### What you need to do
Select from the records below every line that has the word "give" in it.

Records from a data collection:
'''
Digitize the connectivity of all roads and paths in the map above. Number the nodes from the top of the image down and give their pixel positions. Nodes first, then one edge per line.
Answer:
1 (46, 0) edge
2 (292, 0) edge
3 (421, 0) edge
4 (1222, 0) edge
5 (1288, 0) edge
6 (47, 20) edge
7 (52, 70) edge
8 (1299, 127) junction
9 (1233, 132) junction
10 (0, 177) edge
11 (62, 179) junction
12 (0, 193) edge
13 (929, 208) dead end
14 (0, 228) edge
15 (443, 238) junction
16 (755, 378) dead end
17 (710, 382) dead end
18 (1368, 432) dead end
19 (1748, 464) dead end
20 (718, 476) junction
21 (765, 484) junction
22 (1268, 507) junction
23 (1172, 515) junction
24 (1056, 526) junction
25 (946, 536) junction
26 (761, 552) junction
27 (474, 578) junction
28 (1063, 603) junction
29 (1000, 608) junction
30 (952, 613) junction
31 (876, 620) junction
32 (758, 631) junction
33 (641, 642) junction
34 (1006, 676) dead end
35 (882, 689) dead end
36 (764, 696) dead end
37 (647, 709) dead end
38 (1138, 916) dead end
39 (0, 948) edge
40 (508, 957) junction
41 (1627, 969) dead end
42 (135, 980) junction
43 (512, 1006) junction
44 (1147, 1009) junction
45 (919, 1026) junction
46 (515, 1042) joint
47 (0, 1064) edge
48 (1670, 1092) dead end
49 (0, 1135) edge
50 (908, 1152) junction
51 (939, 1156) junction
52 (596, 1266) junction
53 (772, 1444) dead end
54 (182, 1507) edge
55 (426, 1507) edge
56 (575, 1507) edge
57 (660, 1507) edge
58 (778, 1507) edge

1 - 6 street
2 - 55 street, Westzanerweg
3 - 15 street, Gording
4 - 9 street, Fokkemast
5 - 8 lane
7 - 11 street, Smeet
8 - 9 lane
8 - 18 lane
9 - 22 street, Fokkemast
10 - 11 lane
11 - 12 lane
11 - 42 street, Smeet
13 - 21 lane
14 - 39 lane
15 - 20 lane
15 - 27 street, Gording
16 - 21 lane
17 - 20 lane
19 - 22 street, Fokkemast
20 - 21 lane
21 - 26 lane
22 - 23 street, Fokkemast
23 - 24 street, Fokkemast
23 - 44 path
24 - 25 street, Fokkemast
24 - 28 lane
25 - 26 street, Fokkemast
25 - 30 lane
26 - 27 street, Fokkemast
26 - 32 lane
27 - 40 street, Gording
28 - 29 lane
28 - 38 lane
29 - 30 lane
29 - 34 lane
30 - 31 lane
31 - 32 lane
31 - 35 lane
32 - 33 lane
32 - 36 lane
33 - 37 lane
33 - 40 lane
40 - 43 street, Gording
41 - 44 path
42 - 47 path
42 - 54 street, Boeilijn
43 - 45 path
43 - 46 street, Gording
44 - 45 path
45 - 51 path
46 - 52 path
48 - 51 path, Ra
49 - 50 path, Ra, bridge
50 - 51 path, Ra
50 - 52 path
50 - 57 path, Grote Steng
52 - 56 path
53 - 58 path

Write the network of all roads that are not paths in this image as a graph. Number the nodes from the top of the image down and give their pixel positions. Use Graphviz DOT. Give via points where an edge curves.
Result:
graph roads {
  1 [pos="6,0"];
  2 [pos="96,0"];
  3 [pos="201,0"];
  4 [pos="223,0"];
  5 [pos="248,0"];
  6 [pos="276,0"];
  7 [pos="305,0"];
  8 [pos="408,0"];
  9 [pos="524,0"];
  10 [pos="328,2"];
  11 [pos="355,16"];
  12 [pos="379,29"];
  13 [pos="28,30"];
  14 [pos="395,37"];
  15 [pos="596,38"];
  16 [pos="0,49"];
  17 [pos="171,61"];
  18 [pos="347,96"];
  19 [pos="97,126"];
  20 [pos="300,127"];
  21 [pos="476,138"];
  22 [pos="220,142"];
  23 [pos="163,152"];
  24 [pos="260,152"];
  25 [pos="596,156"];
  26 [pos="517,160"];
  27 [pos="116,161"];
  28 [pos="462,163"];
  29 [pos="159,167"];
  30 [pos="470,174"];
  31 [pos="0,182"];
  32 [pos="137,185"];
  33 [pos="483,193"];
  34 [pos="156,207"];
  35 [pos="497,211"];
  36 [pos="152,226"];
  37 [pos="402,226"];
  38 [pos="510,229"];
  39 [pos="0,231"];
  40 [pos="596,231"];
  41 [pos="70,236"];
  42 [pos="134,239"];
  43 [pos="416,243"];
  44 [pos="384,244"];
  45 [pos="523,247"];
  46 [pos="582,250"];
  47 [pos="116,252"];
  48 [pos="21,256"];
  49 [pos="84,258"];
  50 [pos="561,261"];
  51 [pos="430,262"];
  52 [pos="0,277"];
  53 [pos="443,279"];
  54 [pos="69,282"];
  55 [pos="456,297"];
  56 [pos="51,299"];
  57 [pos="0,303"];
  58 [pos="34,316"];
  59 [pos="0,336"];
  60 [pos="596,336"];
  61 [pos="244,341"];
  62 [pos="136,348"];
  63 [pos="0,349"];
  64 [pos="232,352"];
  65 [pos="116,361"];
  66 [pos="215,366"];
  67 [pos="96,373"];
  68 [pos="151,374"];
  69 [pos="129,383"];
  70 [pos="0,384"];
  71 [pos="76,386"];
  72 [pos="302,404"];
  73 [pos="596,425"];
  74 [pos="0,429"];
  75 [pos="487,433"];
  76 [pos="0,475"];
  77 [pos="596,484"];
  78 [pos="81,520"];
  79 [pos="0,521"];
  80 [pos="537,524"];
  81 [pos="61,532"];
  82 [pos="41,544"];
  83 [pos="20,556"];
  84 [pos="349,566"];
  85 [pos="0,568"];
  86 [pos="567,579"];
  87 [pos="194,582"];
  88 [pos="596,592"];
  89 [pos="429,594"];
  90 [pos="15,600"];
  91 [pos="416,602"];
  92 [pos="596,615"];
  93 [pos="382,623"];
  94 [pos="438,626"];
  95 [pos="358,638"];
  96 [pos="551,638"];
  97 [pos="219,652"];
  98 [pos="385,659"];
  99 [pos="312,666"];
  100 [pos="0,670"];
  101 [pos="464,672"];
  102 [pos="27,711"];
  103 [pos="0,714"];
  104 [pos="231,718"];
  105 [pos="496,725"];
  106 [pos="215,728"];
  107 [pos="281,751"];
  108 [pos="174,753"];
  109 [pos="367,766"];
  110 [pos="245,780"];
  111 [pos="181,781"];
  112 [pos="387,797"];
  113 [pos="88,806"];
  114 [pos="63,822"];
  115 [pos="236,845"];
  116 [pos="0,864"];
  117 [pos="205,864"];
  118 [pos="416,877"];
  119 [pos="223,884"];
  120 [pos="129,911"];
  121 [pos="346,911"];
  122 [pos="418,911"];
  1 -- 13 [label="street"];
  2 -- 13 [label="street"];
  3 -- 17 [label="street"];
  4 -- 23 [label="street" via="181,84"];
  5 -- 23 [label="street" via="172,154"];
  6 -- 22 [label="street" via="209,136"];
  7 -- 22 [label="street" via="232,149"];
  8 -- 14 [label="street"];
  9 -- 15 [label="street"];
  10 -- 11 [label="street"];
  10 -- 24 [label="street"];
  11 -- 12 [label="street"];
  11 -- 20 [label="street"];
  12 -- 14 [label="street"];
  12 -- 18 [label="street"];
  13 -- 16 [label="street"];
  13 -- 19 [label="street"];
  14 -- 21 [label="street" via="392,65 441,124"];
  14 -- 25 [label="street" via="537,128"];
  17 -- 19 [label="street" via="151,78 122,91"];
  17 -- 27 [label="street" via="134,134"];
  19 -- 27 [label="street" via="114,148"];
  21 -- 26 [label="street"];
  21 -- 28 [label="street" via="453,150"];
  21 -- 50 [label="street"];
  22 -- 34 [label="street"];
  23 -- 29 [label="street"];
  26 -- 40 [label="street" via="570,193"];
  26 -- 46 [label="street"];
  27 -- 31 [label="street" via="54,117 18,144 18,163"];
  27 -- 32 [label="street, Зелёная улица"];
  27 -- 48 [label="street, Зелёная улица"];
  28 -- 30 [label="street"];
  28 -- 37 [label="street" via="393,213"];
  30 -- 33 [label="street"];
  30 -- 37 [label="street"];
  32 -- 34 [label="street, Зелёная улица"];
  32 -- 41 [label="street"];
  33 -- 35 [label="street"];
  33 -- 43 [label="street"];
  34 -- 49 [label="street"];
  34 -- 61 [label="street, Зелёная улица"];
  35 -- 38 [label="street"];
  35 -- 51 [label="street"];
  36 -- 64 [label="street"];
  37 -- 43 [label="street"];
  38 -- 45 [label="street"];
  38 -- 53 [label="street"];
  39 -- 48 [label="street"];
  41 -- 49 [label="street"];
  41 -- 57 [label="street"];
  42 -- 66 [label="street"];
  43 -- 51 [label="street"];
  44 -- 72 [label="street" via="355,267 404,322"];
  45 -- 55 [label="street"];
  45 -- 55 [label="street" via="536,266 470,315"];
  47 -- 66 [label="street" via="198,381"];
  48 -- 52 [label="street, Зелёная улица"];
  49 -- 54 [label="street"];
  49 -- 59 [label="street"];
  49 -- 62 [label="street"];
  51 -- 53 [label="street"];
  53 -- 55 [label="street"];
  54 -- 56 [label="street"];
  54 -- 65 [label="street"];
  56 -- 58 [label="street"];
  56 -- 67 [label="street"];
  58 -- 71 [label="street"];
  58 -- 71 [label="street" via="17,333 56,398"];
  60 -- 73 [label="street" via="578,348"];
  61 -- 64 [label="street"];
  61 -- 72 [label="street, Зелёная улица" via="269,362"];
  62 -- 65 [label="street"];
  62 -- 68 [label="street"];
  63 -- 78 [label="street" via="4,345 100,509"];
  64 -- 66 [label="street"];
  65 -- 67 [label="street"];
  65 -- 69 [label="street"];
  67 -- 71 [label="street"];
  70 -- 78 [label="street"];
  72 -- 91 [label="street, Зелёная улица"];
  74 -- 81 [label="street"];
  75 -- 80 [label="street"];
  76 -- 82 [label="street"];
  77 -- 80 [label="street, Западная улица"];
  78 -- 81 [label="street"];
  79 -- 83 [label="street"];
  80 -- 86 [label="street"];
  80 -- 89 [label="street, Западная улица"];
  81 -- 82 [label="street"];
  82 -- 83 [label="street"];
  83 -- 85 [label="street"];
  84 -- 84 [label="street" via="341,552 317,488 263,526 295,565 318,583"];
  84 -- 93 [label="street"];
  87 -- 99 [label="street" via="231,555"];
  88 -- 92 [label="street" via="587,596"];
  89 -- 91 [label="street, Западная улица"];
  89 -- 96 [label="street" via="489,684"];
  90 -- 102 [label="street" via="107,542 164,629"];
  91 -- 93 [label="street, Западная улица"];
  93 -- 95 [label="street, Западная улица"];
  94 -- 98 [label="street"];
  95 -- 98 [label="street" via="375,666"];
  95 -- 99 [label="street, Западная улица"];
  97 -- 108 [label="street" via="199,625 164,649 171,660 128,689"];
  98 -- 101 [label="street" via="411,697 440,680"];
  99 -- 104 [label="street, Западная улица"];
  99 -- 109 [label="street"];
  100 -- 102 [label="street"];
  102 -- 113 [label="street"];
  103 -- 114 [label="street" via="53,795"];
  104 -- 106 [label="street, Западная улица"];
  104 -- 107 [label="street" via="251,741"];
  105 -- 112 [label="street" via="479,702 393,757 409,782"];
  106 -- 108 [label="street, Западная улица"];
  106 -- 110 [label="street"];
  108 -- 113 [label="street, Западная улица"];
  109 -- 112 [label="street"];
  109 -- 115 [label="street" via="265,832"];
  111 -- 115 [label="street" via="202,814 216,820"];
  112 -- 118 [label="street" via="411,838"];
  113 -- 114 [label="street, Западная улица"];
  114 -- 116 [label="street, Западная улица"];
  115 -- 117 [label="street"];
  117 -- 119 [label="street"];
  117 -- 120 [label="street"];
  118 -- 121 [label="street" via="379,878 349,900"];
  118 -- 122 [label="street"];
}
'''
### Completed exercise
Digitize the connectivity of all roads and paths in the map above. Number the nodes from the top of the image down and give their pixel positions. Nodes first, then one edge per line.
Write the network of all roads that are not paths in this image as a graph. Number the nodes from the top of the image down and give their pixel positions. Use Graphviz DOT. Give via points where an edge curves.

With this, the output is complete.